Re: uuid-ossp: Performance considerations for different UUID approaches?

From: Bill Moran <wmoran(at)potentialtech(dot)com>
To: Brendan McCollam <bmccollam(at)uchicago(dot)edu>
Cc: pgsql-general(at)postgresql(dot)org
Subject: Re: uuid-ossp: Performance considerations for different UUID approaches?
Date: 2015-12-22 17:40:18
Message-ID: 20151222124018.bee10b60b3d9b58d7b3a1839@potentialtech.com
Views: Raw Message | Whole Thread | Download mbox | Resend email
Thread:
Lists: pgsql-general

On Tue, 22 Dec 2015 11:07:30 -0600
Brendan McCollam <bmccollam(at)uchicago(dot)edu> wrote:

> (previously posted to the pgsql-performance list)
>
> Hello,
>
> We're in the process of designing the database for a new service, and
> some of our tables are going to be using UUID primary key columns.
>
> We're trying to decide between:
>
> * UUIDv1 (timestamp/MAC uuid) and
>
> * UUIDv4 (random uuid)
>
> And the separate but related choice between:
>
> * Generating the UUIDs client-side with the Python uuid library
> (https://docs.python.org/2/library/uuid.html) or
>
> * Letting PostgreSQL handle uuid creation with the uuid-ossp extension
> (http://www.postgresql.org/docs/9.4/static/uuid-ossp.html)
>
> In terms of insert and indexing/retrieval performance, is there one
> clearly superior approach? If not, could somebody speak to the
> performance tradeoffs of different approaches?
>
> There seem to be sources online (e.g.
> https://blog.starkandwayne.com/2015/05/23/uuid-primary-keys-in-postgresql/
> http://rob.conery.io/2014/05/29/a-better-id-generator-for-postgresql/)
> that claim that UUIDv4 (random) will lead to damaging keyspace
> fragmentation and using UUIDv1 will avoid this.

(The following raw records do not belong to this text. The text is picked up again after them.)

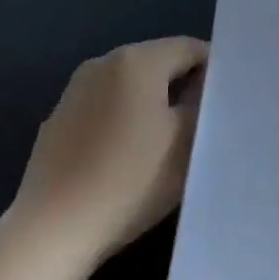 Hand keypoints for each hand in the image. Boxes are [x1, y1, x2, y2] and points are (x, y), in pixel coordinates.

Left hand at [11, 37, 207, 264]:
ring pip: (129, 86)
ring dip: (151, 104)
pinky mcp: (57, 120)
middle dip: (182, 86)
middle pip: (158, 63)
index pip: (190, 48)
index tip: (226, 102)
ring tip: (166, 144)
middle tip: (203, 124)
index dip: (214, 70)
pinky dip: (121, 121)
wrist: (52, 231)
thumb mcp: (186, 142)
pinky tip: (126, 160)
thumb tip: (205, 85)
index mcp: (138, 60)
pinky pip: (103, 108)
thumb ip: (202, 102)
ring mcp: (75, 90)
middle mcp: (103, 62)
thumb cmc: (130, 180) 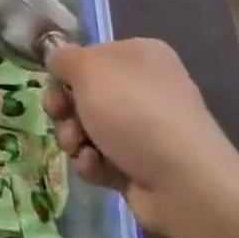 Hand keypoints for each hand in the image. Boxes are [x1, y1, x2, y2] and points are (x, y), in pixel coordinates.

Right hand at [44, 37, 238, 233]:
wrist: (185, 184)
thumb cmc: (134, 111)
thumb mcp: (89, 70)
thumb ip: (63, 58)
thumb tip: (55, 54)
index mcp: (140, 56)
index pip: (91, 56)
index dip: (67, 71)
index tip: (53, 84)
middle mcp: (145, 88)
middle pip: (85, 94)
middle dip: (65, 109)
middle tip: (59, 116)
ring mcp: (146, 130)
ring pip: (89, 128)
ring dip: (74, 137)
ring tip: (79, 147)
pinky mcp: (142, 166)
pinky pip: (103, 158)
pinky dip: (93, 163)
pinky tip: (97, 167) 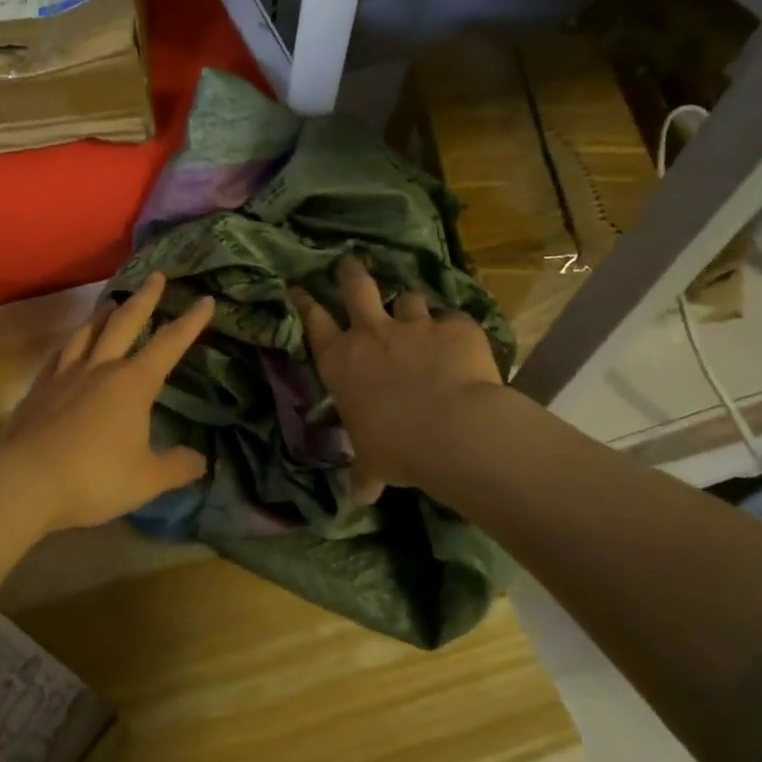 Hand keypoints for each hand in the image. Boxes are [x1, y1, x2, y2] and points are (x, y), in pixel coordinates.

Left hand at [4, 272, 213, 532]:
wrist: (25, 478)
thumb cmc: (94, 477)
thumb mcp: (147, 479)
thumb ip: (177, 467)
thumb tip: (201, 460)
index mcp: (133, 383)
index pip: (169, 344)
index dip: (190, 322)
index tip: (205, 300)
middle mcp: (101, 368)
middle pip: (125, 323)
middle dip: (145, 299)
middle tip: (155, 276)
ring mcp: (66, 374)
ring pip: (88, 333)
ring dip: (103, 314)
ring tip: (111, 302)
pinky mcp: (40, 388)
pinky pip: (60, 354)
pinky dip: (72, 343)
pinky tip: (71, 345)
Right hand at [292, 256, 503, 502]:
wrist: (453, 429)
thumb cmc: (396, 448)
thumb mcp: (373, 463)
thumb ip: (365, 474)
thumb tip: (360, 498)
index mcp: (341, 361)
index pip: (313, 322)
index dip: (304, 302)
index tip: (298, 287)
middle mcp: (372, 334)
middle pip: (356, 287)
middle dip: (350, 273)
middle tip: (348, 262)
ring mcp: (415, 326)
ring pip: (408, 299)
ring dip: (411, 306)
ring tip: (416, 313)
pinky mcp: (457, 328)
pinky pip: (454, 321)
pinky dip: (456, 331)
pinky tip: (463, 344) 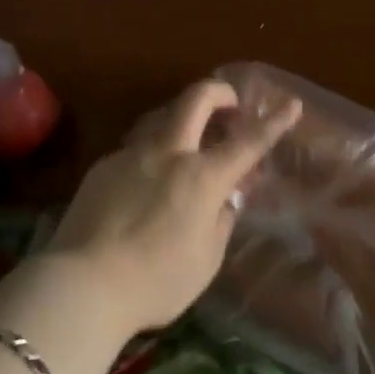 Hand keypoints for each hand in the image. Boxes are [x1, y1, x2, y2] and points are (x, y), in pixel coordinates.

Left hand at [44, 79, 301, 339]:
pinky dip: (153, 154)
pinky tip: (147, 182)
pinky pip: (137, 148)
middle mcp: (168, 153)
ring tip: (189, 141)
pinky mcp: (104, 165)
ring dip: (183, 119)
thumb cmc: (156, 282)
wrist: (83, 282)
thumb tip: (225, 200)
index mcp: (202, 177)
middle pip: (196, 99)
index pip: (247, 143)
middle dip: (219, 92)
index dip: (273, 122)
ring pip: (162, 117)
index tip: (291, 104)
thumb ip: (220, 222)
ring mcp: (132, 154)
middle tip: (230, 102)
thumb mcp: (205, 261) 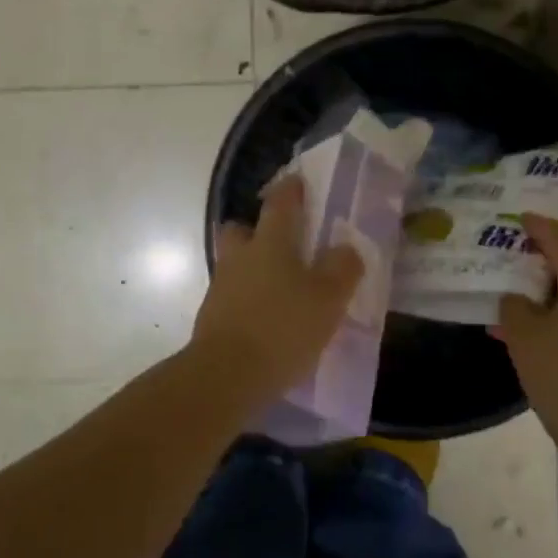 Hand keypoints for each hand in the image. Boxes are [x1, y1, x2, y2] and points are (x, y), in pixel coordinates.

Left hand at [191, 175, 363, 393]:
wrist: (226, 375)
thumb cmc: (282, 327)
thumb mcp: (328, 299)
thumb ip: (342, 269)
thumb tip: (345, 249)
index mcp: (270, 243)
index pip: (280, 204)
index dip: (290, 190)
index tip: (297, 182)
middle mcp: (240, 257)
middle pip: (241, 230)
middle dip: (256, 229)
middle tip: (281, 243)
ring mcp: (221, 287)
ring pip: (235, 264)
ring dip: (253, 268)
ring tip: (281, 289)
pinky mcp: (212, 318)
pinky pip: (233, 297)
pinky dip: (248, 300)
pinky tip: (268, 320)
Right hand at [497, 214, 557, 462]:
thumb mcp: (524, 338)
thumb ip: (513, 306)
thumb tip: (515, 297)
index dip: (536, 226)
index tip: (515, 216)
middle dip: (547, 252)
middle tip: (515, 251)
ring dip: (549, 283)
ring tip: (514, 287)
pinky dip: (556, 308)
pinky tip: (526, 326) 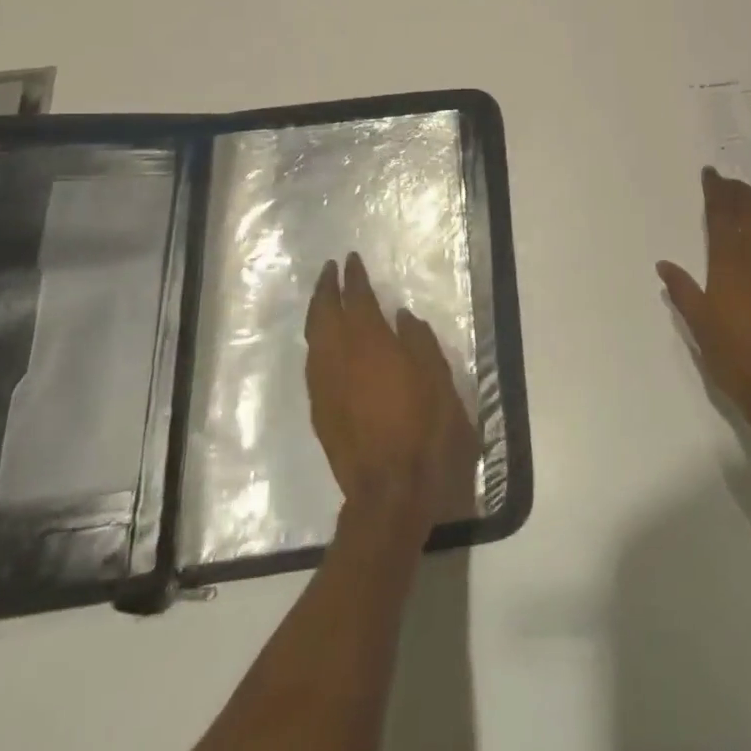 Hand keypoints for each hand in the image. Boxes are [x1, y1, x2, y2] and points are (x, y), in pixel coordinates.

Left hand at [305, 253, 479, 530]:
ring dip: (317, 314)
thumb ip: (418, 341)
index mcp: (370, 344)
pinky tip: (324, 344)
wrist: (392, 490)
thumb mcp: (438, 378)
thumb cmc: (426, 428)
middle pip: (324, 314)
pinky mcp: (320, 411)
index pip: (357, 299)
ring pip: (313, 339)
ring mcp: (324, 386)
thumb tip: (400, 317)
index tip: (351, 260)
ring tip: (324, 300)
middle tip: (330, 270)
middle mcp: (339, 358)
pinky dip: (317, 343)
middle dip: (325, 288)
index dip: (353, 278)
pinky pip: (312, 364)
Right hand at [657, 167, 750, 431]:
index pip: (722, 211)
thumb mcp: (699, 325)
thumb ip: (682, 290)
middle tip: (728, 184)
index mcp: (730, 259)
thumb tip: (664, 264)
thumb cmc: (735, 357)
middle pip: (750, 207)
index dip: (716, 189)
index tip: (710, 174)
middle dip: (738, 191)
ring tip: (750, 201)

There's no substance to these claims. Chasing the links around we finally
find this article:
http://www.sqlskills.com/blogs/kimberly/guids-as-primary-keys-andor-the-clustering-key/
which makes the reasonable argument that random primary keys can cause
performance robbing fragmentation on clustered indexes.
But Postgres doesn't _have_ clustered indexes, so that article doesn't
apply at all. The other authors appear to have missed this important
point.

One could make the argument that the index itself becomming fragmented
could cause some performance degredation, but I've yet to see any
convincing evidence that index fragmentation produces any measurable
performance issues (my own experiments have been inconclusive).

Looking at it another way, a quick experiment shows that PG can fit
about 180 UUID primary keys per database page, which means a million
row table will use about 5600 pages to the tune of about 46m. On
modern hardware, that index is likely to be wholly in memory all the
time.

If your performance requirements are really so dire, then you should
probably consider ditching UUIDs as keys. Taking the same million row
table I postulated in the previous paragraph, but using ints insted
of UUIDs for the primary key, the primary key index would be about
3200 pages (~26m) ... or almost 1/2 the size -- making it more likely
to all be in memory at any point in time.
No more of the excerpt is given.